Three Uses of the Knife

an excerpt from David Mamet:

"Mass media, similarly, are created(by what force we cannot say); they spring into existence, if you will, and offer the promise, in many cases the reality, of great wealth to entice talented people who would otherwise be uninterested. They offer, like any other dictator, the promise of freedom if the applicants consign themselves to slavery. [...] They are paid to remove themselves from the ranks of potential artists, to give up the desire to express, confront, connect, mourn, question, decry, unite; they are paid to serve the cause of censorship."

I read somewhere else once, I think it was an essay by Pierre Bourdeau, that artists occupy a dominated position within a dominant class.

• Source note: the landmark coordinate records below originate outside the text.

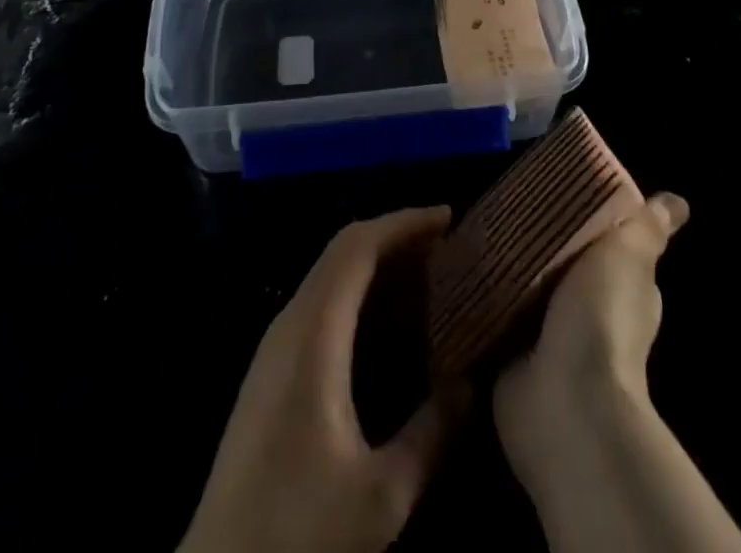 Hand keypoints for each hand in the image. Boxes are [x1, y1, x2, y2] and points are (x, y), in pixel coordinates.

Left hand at [179, 207, 455, 552]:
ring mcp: (275, 347)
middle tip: (447, 248)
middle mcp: (290, 324)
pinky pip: (321, 304)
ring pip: (330, 277)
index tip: (449, 219)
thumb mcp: (381, 496)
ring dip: (378, 265)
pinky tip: (389, 325)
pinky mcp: (271, 372)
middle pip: (343, 251)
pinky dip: (360, 294)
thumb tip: (469, 385)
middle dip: (396, 238)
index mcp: (313, 333)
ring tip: (428, 278)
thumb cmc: (298, 532)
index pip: (358, 245)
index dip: (403, 222)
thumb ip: (431, 434)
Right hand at [492, 193, 689, 478]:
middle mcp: (587, 314)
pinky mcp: (511, 355)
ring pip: (524, 289)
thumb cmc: (602, 318)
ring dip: (505, 269)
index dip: (588, 221)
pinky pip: (493, 315)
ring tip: (475, 226)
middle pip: (560, 265)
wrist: (566, 400)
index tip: (558, 190)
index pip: (607, 245)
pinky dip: (481, 297)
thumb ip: (646, 228)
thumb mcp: (627, 256)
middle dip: (538, 241)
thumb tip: (679, 202)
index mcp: (622, 289)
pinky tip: (460, 266)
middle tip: (504, 201)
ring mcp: (548, 338)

That the artist must choose to serve (and he was a Frenchman so forgive the melodrama) either society or the bourgeois in his art as patrons. The artist may wield culture as a tool to reinforce existing societal structures, build new ones, or can serve popular culture and receive the financial returns, but to serve art for art's sake requires that the artist already be independent of the power structures that would seek to employ him.

Personally, I think that we're all in the business of compromise as artists. No one with a knack for art aims for anything less than the stuff of transcendence in what they create, not while presuming to call themselves an artist. Yet at the same time, our own view of the world is reinforced in the art we create, we make judgement and on some level we support one cause or defame another either by representation or omission. Finally, we share our art with the world, which, in my mind at least, denotes some sort of desire to be connected to it, accepted by it, rewarded for our effort and insight. Any artist who claims to take joy, as Flaubert did, in not being understood by the masses is a creature completely incomprehensible to me. I live to connect.